1. Matching towels. I know, it wouldn’t be that hard to just go out and buy a stack of towels that are all the same. But then I’d have to figure out what to do with the closet full of towels I already have. Clear out more closet space? Too much effort. Throw away perfectly good towels? What a waste. Donate them to charity? I guess I could do that. But I could also just keep the towels I have and write a check so the charity can buy whatever they really need more than a stack of used towels.

2. Made beds. All of them, all at the same time, every single day. We all know the nightly problem with this one. The ultimate act of futility. What’s the point?

3. Empty kitchen counters. All that stuff people use multiple times a day, hidden away somewhere out of sight. No sign of salt, cooking oil or soy sauce, let alone balsamic vinegar or Sriracha. And then there are the appliances. Where do they put them all? If I wanted to put away my stand mixer, rice cooker, soda maker, blender, coffee grinder, etc., I’d have to build a new kitchen. Either that, or get rid of all the stuff that’s already in the cabinets. And how would I do that? I guess I could donate them…(see number 1 above).

4. Window treatments. I don’t mean shades or blinds that are useful for keeping out the sun or your neighbor’s curious gaze. We have those. (And we only lived in the house about a decade before getting them.) I mean those entirely decorative things. Big hunks of fabric that hang across the tops and sides of windows for the purpose of “tying a room together.” It’s a miracle my rooms don’t fly apart into a million pieces.

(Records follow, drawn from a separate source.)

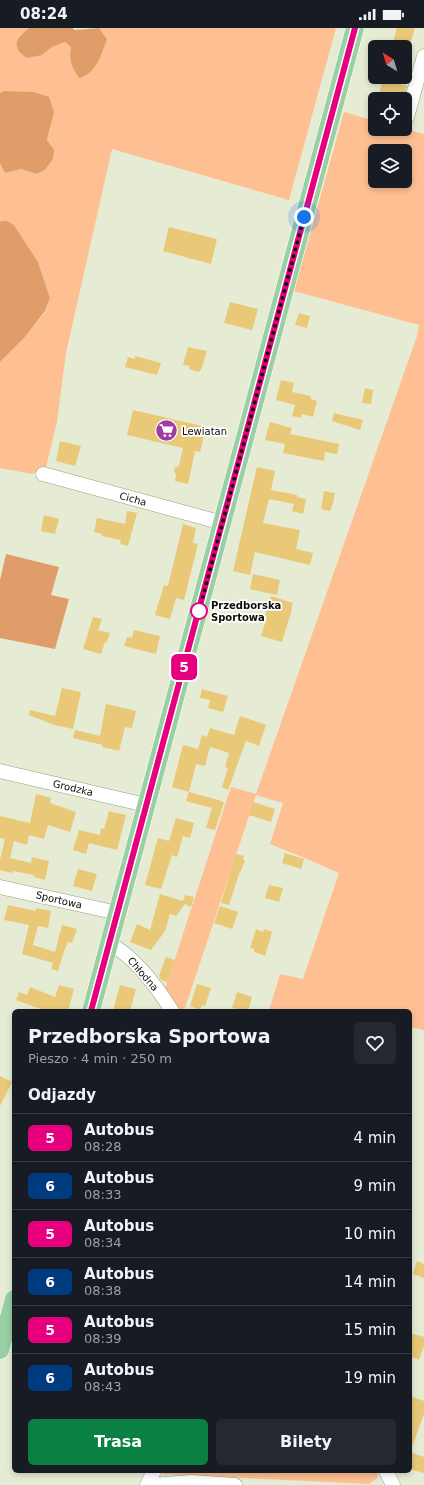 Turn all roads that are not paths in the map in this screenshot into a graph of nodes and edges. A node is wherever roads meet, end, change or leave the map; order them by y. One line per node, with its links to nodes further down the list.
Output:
1 (355, 28): 5 (main road)
2 (424, 56): 3 (street)
3 (412, 99)
4 (43, 474): 5 (street, Cicha)
5 (223, 523): 7 (main road)
6 (0, 771): 7 (street, Grodzka)
7 (146, 805): 9 (main road)
8 (0, 887): 9 (street, Sportowa)
9 (118, 913): 10 (main road)
10 (110, 943): 11 (main road); 12 (street, Chłodna)
11 (92, 1009)
12 (171, 1009)
13 (12, 1306): 14 (main road)
14 (0, 1350)
15 (153, 1473): 17 (street)
16 (387, 1473): 20 (street)
17 (147, 1485)
18 (151, 1485): 19 (street)
19 (235, 1485)
20 (393, 1485)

5. Closets that close completely. Y’know – without piles of crap getting in the way? Again, this is probably doable. All I’d have to do would be to clear out space in the basement and move some of the stuff down there. But to do that, I’d have to clear out space in the garage for the stuff that’s in the basement. And to do that, I’d have to…donate stuff from the garage? Hmmm.

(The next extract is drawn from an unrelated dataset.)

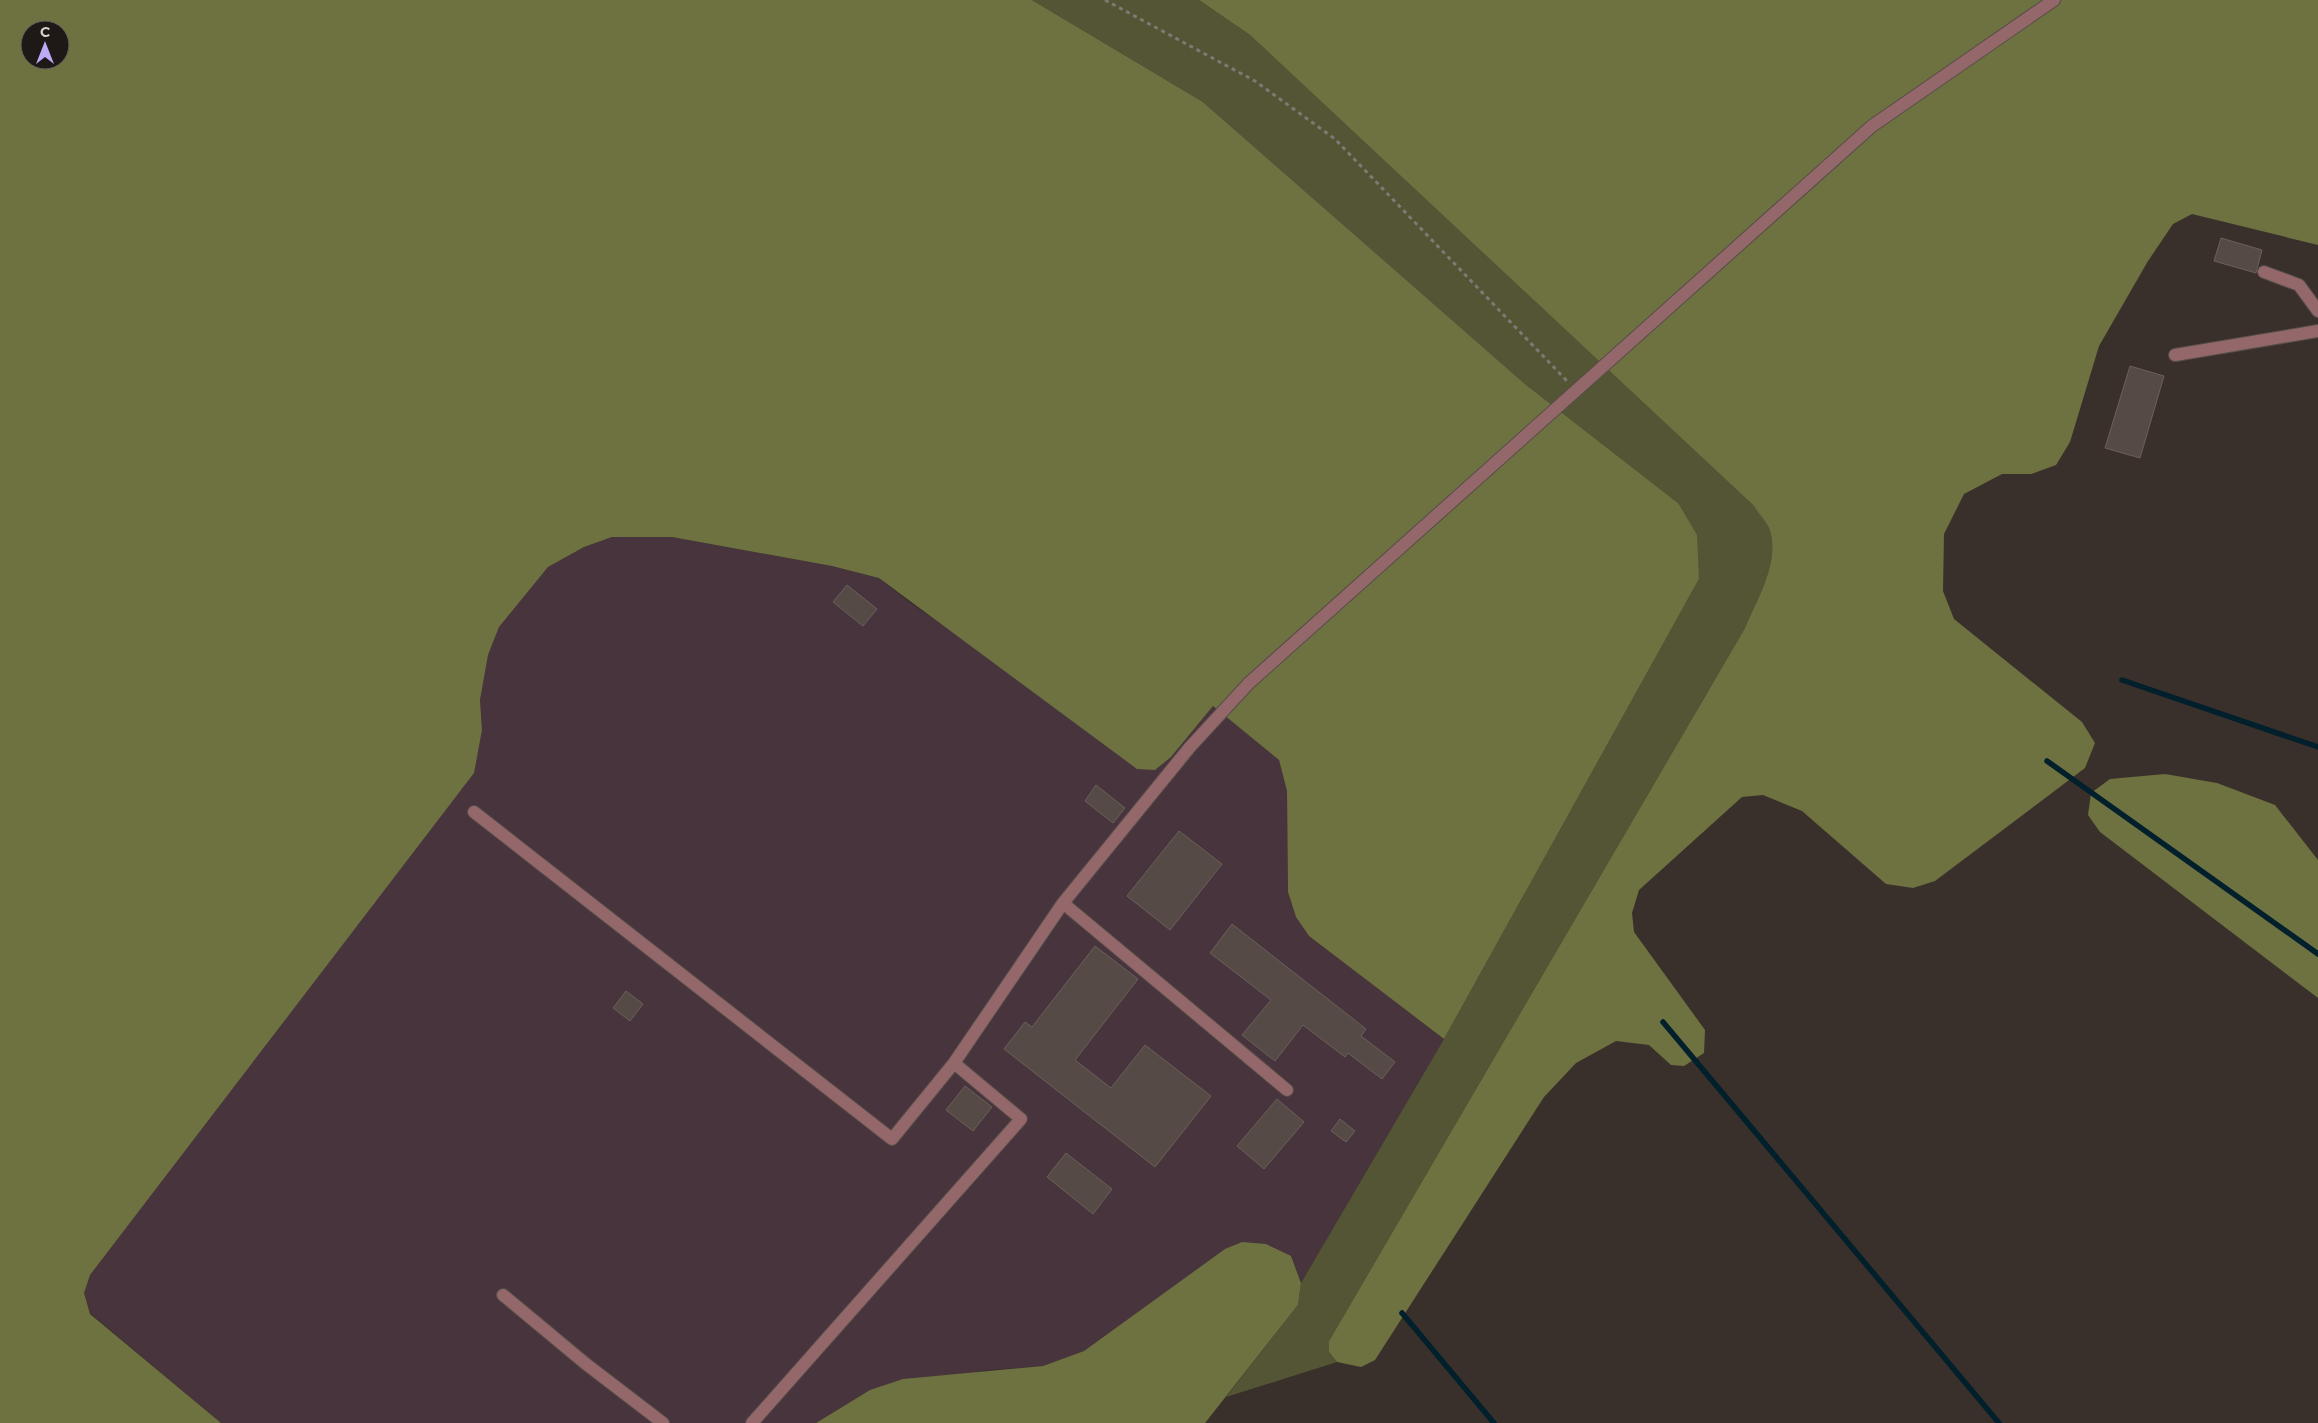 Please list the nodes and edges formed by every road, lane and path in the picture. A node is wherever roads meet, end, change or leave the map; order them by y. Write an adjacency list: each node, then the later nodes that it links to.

6. Laundry that’s all done. I mean, at the same time. And folded. And put away. Days when the only dirty clothing in the house is what’s on my family’s backs. Nope, we don’t have those. Around here, laundry is one ongoing, never-ending process, with piles of stuff at every stage—dirty, washed but not folded, washed and folded but not put away, washed and folded and put away – coexisting peacefully. The U.N. could learn from us.

7. Filed papers. Like the laundry, filing is an ongoing process. The last time every piece of paper was in its appropriately labeled folder inside a filing cabinet was probably the day we got our very first apartment. So…late ‘80s sometime?

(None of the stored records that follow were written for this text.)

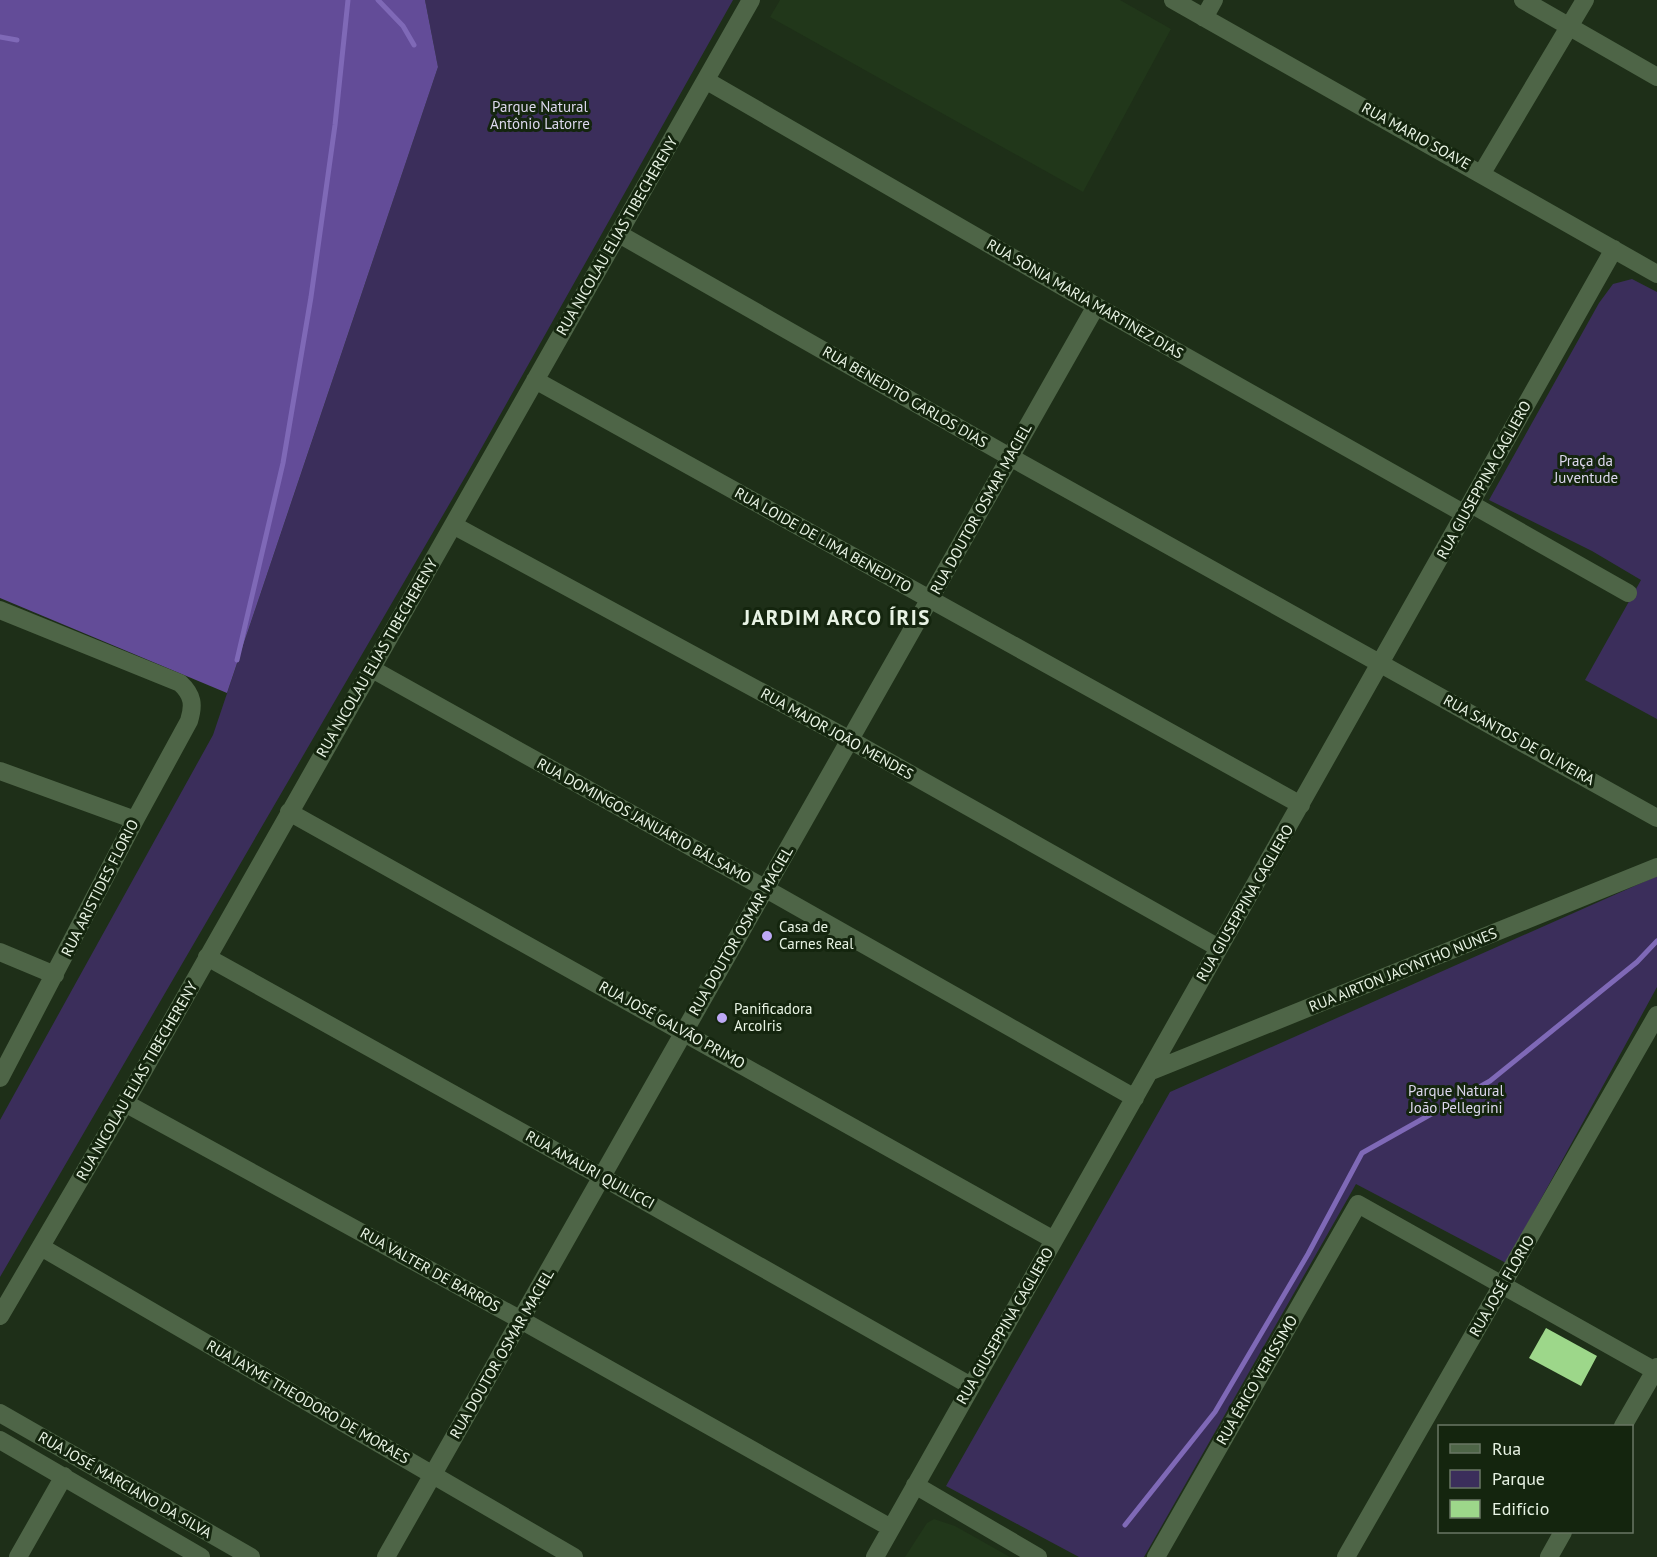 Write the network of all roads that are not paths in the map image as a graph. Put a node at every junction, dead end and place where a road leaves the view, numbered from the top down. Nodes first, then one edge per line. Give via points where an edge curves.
1 (751, 0) edge
2 (1173, 0) edge
3 (1215, 0) edge
4 (1523, 0) edge
5 (1585, 0) edge
6 (1204, 18) junction
7 (1570, 26) junction
8 (1657, 77) edge
9 (707, 81) junction
10 (1482, 173) junction
11 (619, 234) junction
12 (1614, 249) junction
13 (1657, 274) edge
14 (1096, 306) junction
15 (535, 380) junction
16 (1010, 457) junction
17 (1468, 509) junction
18 (453, 525) junction
19 (1628, 592) dead end
20 (930, 599) junction
21 (0, 610) edge
22 (1380, 662) junction
23 (372, 669) junction
24 (850, 740) junction
25 (0, 771) edge
26 (1300, 805) junction
27 (289, 812) junction
28 (1657, 818) edge
29 (135, 820) junction
30 (1657, 867) edge
31 (766, 889) junction
32 (1219, 948) junction
33 (0, 952) edge
34 (207, 957) junction
35 (55, 975) junction
36 (1657, 1015) edge
37 (685, 1032) junction
38 (1149, 1072) junction
39 (0, 1078) edge
40 (1135, 1098) junction
41 (125, 1104) junction
42 (602, 1177) junction
43 (1054, 1240) junction
44 (41, 1246) junction
45 (1503, 1285) junction
46 (0, 1316) edge
47 (521, 1320) junction
48 (1656, 1370) edge
49 (971, 1386) junction
50 (0, 1413) edge
51 (1624, 1425) edge
52 (0, 1440) edge
53 (433, 1474) junction
54 (64, 1476) junction
55 (915, 1485) junction
56 (891, 1528) junction
57 (1562, 1533) edge
58 (18, 1557) edge
59 (201, 1557) edge
60 (251, 1557) edge
61 (386, 1557) edge
62 (574, 1557) edge
63 (875, 1557) edge
64 (1038, 1557) edge
65 (1156, 1557) edge
66 (1346, 1557) edge
67 (1549, 1557) edge

1 - 9 street, RUA NICOLAU ELIAS TIBECHERENY
2 - 6 street, RUA MARIO SOAVE
3 - 6 street
4 - 7 street
5 - 7 street
6 - 10 street, RUA MARIO SOAVE
7 - 8 street
7 - 10 street
9 - 11 street, RUA NICOLAU ELIAS TIBECHERENY
9 - 14 street, RUA SONIA MARIA MARTINEZ DIAS
10 - 12 street, RUA MARIO SOAVE
11 - 15 street, RUA NICOLAU ELIAS TIBECHERENY
11 - 16 street, RUA BENEDITO CARLOS DIAS
12 - 13 street, RUA MARIO SOAVE
12 - 17 street, RUA GIUSEPPINA CAGLIERO
14 - 16 street, RUA DOUTOR OSMAR MACIEL
14 - 17 street, RUA SONIA MARIA MARTINEZ DIAS
15 - 18 street, RUA NICOLAU ELIAS TIBECHERENY
15 - 20 street, RUA LOIDE DE LIMA BENEDITO
16 - 20 street, RUA DOUTOR OSMAR MACIEL
16 - 22 street, RUA BENEDITO CARLOS DIAS
17 - 19 street, RUA SONIA MARIA MARTINEZ DIAS
17 - 22 street, RUA GIUSEPPINA CAGLIERO
18 - 23 street, RUA NICOLAU ELIAS TIBECHERENY
18 - 24 street, RUA MAJOR JOÃO MENDES
20 - 24 street, RUA DOUTOR OSMAR MACIEL
20 - 26 street, RUA LOIDE DE LIMA BENEDITO
21 - 29 street, RUA ARISTIDES FLORIO via 180,683 192,696 189,721
22 - 26 street, RUA GIUSEPPINA CAGLIERO
22 - 28 street, RUA SANTOS DE OLIVEIRA
23 - 27 street, RUA NICOLAU ELIAS TIBECHERENY
23 - 31 street, RUA DOMINGOS JANUÁRIO BÁLSAMO
24 - 31 street, RUA DOUTOR OSMAR MACIEL
24 - 32 street, RUA MAJOR JOÃO MENDES
25 - 29 street
26 - 32 street, RUA GIUSEPPINA CAGLIERO
27 - 34 street, RUA NICOLAU ELIAS TIBECHERENY
27 - 37 street, RUA JOSÉ GALVÃO PRIMO
29 - 35 street, RUA ARISTIDES FLORIO
30 - 38 street, RUA AIRTON JACYNTHO NUNES
31 - 37 street, RUA DOUTOR OSMAR MACIEL
31 - 40 street, RUA DOMINGOS JANUÁRIO BÁLSAMO
32 - 38 street, RUA GIUSEPPINA CAGLIERO
33 - 35 street
34 - 41 street, RUA NICOLAU ELIAS TIBECHERENY
34 - 42 street, RUA AMAURI QUILICCI
35 - 39 street, RUA ARISTIDES FLORIO
36 - 45 street, RUA JOSÉ FLORIO
37 - 42 street, RUA DOUTOR OSMAR MACIEL
37 - 43 street, RUA JOSÉ GALVÃO PRIMO
38 - 40 street, RUA GIUSEPPINA CAGLIERO
40 - 43 street, RUA GIUSEPPINA CAGLIERO
41 - 44 street, RUA NICOLAU ELIAS TIBECHERENY
41 - 47 street, RUA VALTER DE BARROS
42 - 47 street, RUA DOUTOR OSMAR MACIEL
42 - 49 street, RUA AMAURI QUILICCI
43 - 49 street, RUA GIUSEPPINA CAGLIERO
44 - 46 street, RUA NICOLAU ELIAS TIBECHERENY
44 - 53 street, RUA JAYME THEODORO DE MORAES
45 - 48 street
45 - 65 street, RUA ÉRICO VERÍSSIMO via 1358,1204
45 - 66 street, RUA JOSÉ FLORIO
47 - 53 street, RUA DOUTOR OSMAR MACIEL
47 - 56 street, RUA VALTER DE BARROS
48 - 51 street
49 - 55 street, RUA GIUSEPPINA CAGLIERO
50 - 60 street, RUA JOSÉ MARCIANO DA SILVA
52 - 54 street, RUA JOSÉ MARCIANO DA SILVA
53 - 61 street, RUA DOUTOR OSMAR MACIEL
53 - 62 street, RUA JAYME THEODORO DE MORAES
54 - 58 street
54 - 59 street, RUA JOSÉ MARCIANO DA SILVA
55 - 56 street, RUA GIUSEPPINA CAGLIERO
55 - 64 street
56 - 63 street, RUA GIUSEPPINA CAGLIERO
57 - 67 street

8. Stuff that makes the air smell good. Sure, we have that from time to time, in the form of good smells coming from the kitchen. But I mean all those little tricks people use to make their houses smell good all the time. Sprays, plug-ins, candles, potpourri. Once every blue moon I decide maybe we could have at least that much. How hard could it be? You just buy something and plug it in or shpritz it or light it. A year later, we have empty, discolored plastic things sticking out of the outlets, or empty cans sitting on the backs of all the toilets, or lumps of melted, cinnamon-scented paraffin on the end tables. And speaking of things that smell good…

9. Cut flowers. This is one I would love to get the hang of. I may not give a damn about window treatments, but I do love flowers. This, too, I have tried. And I have the vases full of withered stems and slimy water to prove it.

10. A bowl of candy that actually has candy in it. For more than ten minutes.

Of course, I could probably have made a good start on any one of the above in the time it took me to write this…

Come to think of it, there is one thing I could get rid of that would make me feel really good about my home. Guilt.